## EXERCISE BRIEF
Give back every entry exactly; drop the pictures.

[Collected data entries]
────────────────────────────────────────

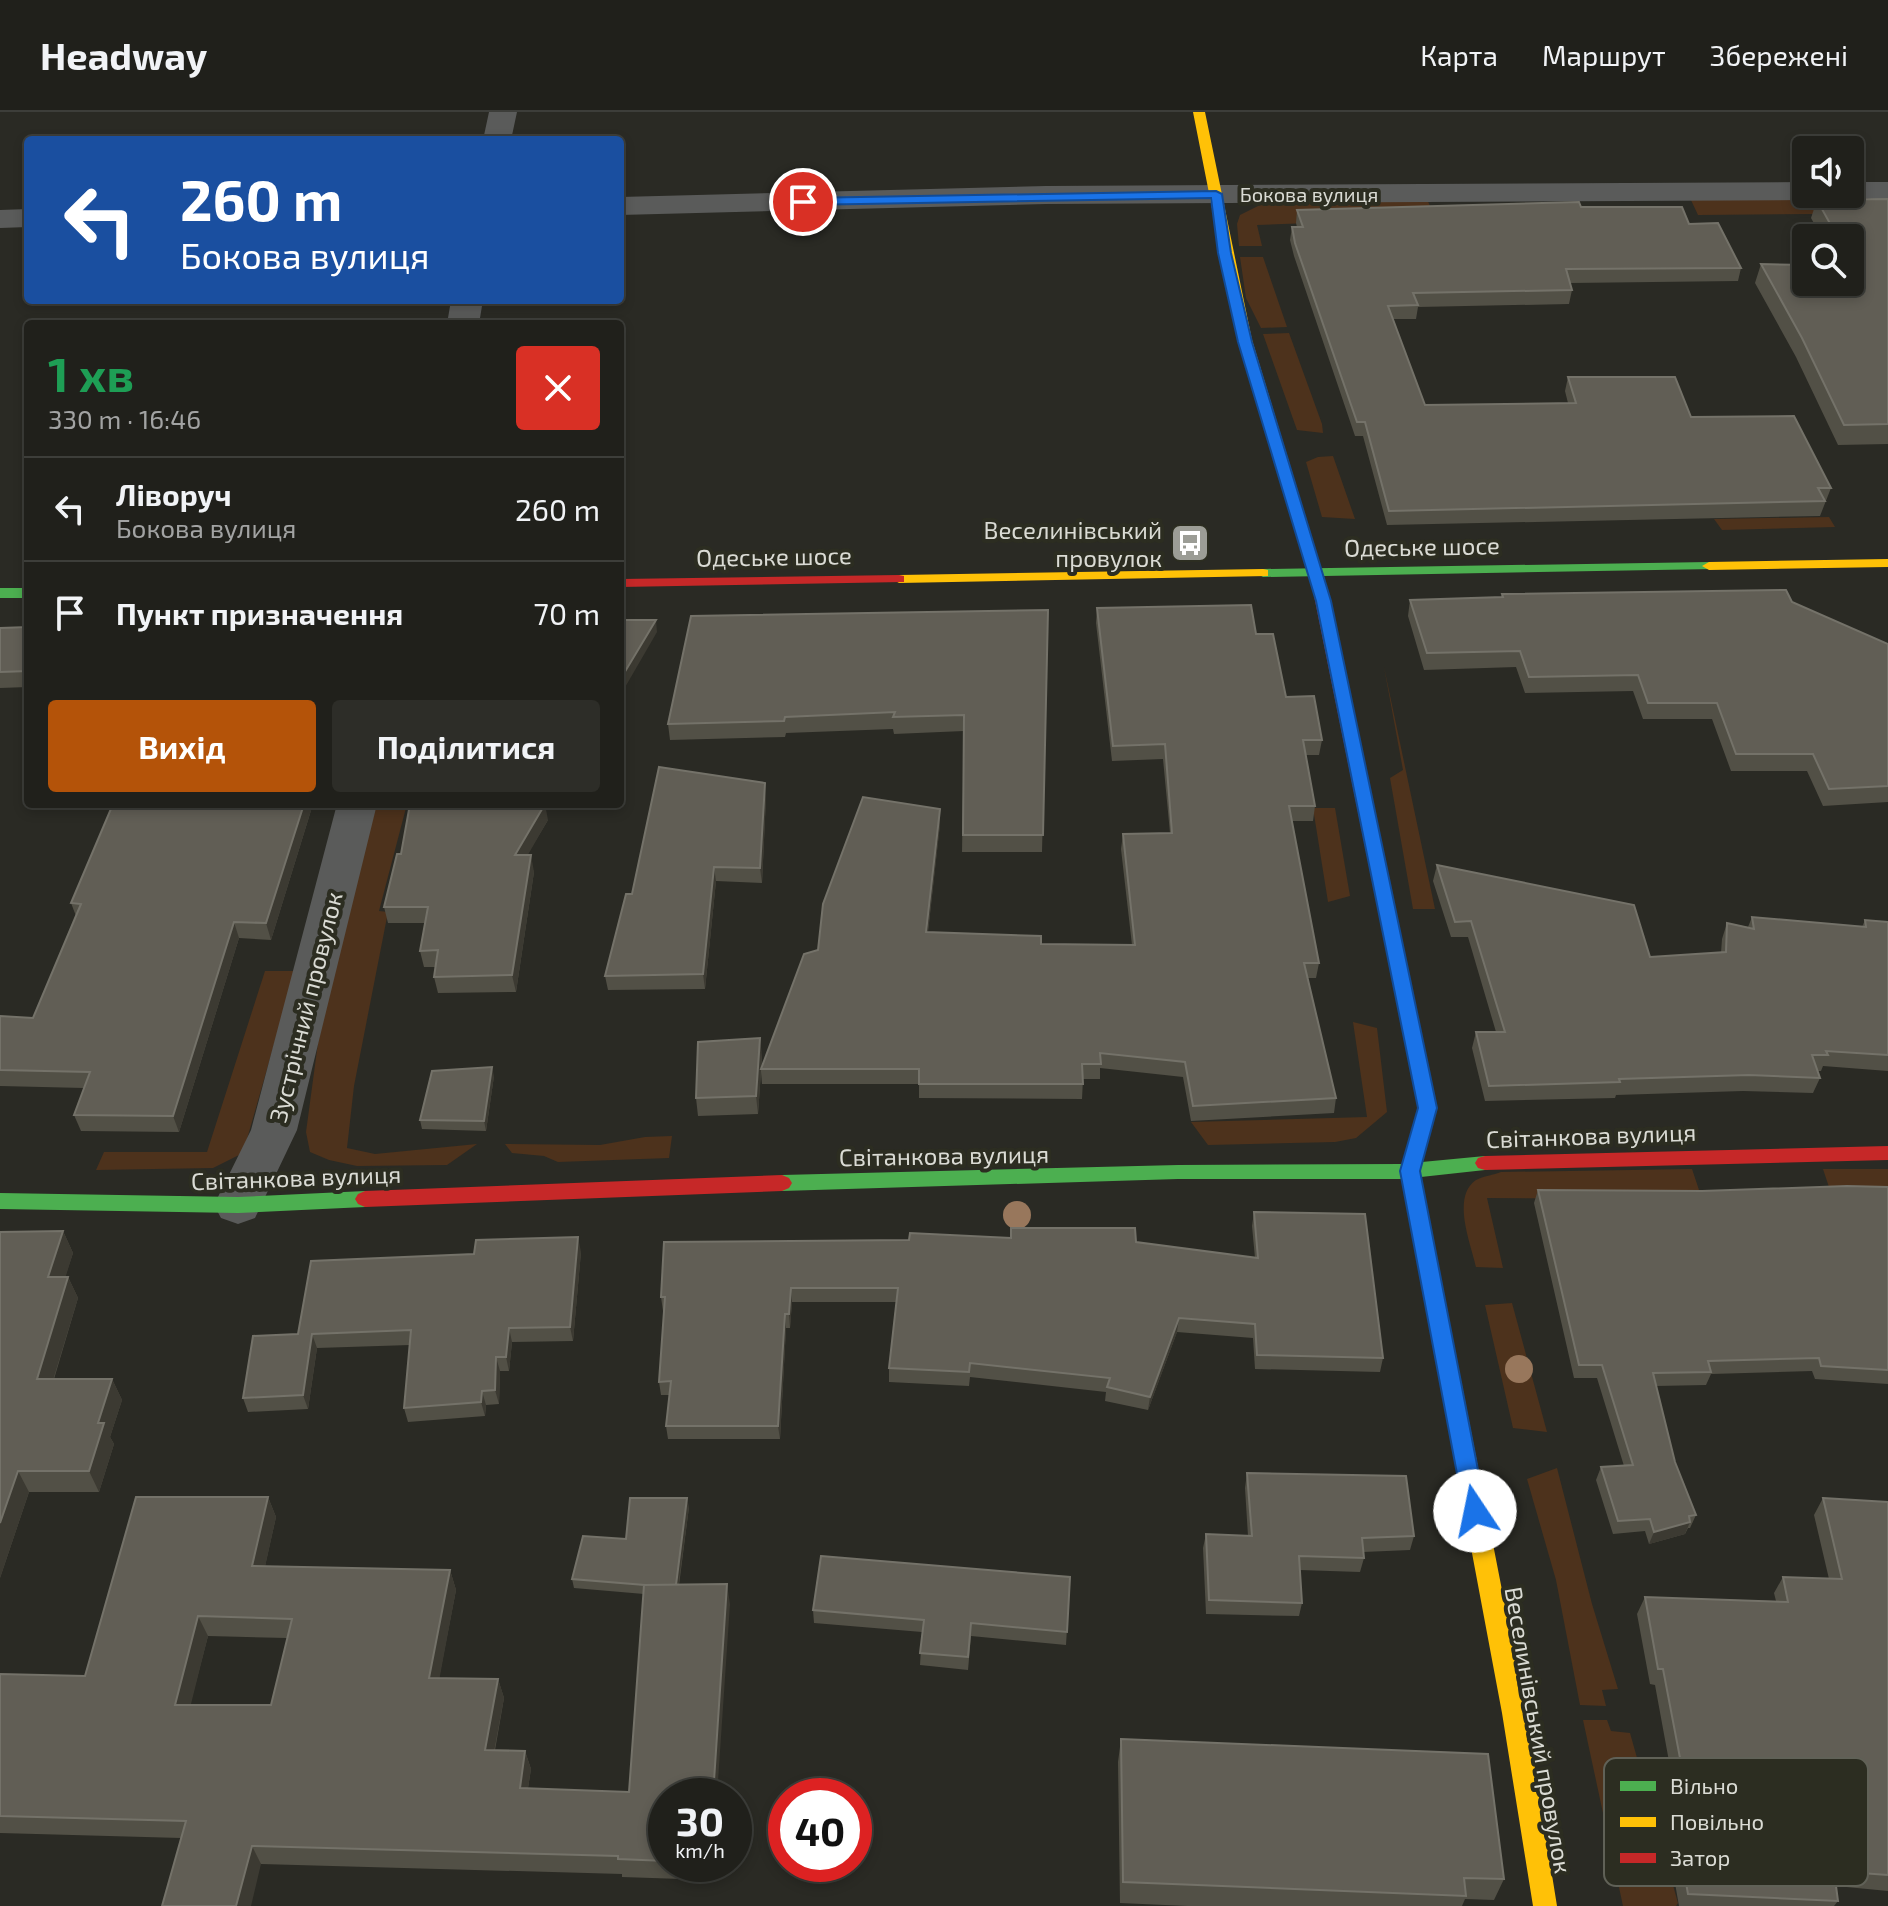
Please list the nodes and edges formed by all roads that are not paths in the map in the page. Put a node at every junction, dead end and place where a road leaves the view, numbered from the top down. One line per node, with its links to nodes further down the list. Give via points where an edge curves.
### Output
1 (503, 112): 3 (street)
2 (1199, 112): 7 (main road, Веселинівський провулок)
3 (498, 136)
4 (1792, 191): 7 (street, Бокова вулиця)
5 (1864, 191): 6 (street)
6 (1888, 191)
7 (1216, 194): 8 (street, Бокова вулиця); 12 (main road, Веселинівський провулок, via 1245,342)
8 (624, 206)
9 (24, 218): 10 (street)
10 (0, 219)
11 (1888, 563): 12 (main road, Одеське шосе)
12 (1316, 571): 13 (main road, Одеське шосе); 18 (main road, Веселинівський провулок, via 1427,1108)
13 (624, 583)
14 (0, 593): 15 (main road)
15 (24, 593)
16 (356, 808): 20 (street, Зустрічний провулок, via 274,1130)
17 (1888, 1153): 18 (main road, Світанкова вулиця, via 1513,1160)
18 (1410, 1171): 20 (main road, Світанкова вулиця, via 688,1185); 21 (main road, Веселинівський провулок, via 1514,1713)
19 (0, 1201): 20 (main road, Світанкова вулиця)
20 (238, 1205)
21 (1545, 1906)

────────────────────────────────────────

## WRITTEN RESPONSE
Please list the nodes and edges formed by all roads that are not paths in the map in the page. Put a node at every junction, dead end and place where a road leaves the view, numbered from the top down. One line per node, with its links to nodes further down the list. Give via points where an edge curves.
### Output
1 (503, 112): 3 (street)
2 (1199, 112): 7 (main road, Веселинівський провулок)
3 (498, 136)
4 (1792, 191): 7 (street, Бокова вулиця)
5 (1864, 191): 6 (street)
6 (1888, 191)
7 (1216, 194): 8 (street, Бокова вулиця); 12 (main road, Веселинівський провулок, via 1245,342)
8 (624, 206)
9 (24, 218): 10 (street)
10 (0, 219)
11 (1888, 563): 12 (main road, Одеське шосе)
12 (1316, 571): 13 (main road, Одеське шосе); 18 (main road, Веселинівський провулок, via 1427,1108)
13 (624, 583)
14 (0, 593): 15 (main road)
15 (24, 593)
16 (356, 808): 20 (street, Зустрічний провулок, via 274,1130)
17 (1888, 1153): 18 (main road, Світанкова вулиця, via 1513,1160)
18 (1410, 1171): 20 (main road, Світанкова вулиця, via 688,1185); 21 (main road, Веселинівський провулок, via 1514,1713)
19 (0, 1201): 20 (main road, Світанкова вулиця)
20 (238, 1205)
21 (1545, 1906)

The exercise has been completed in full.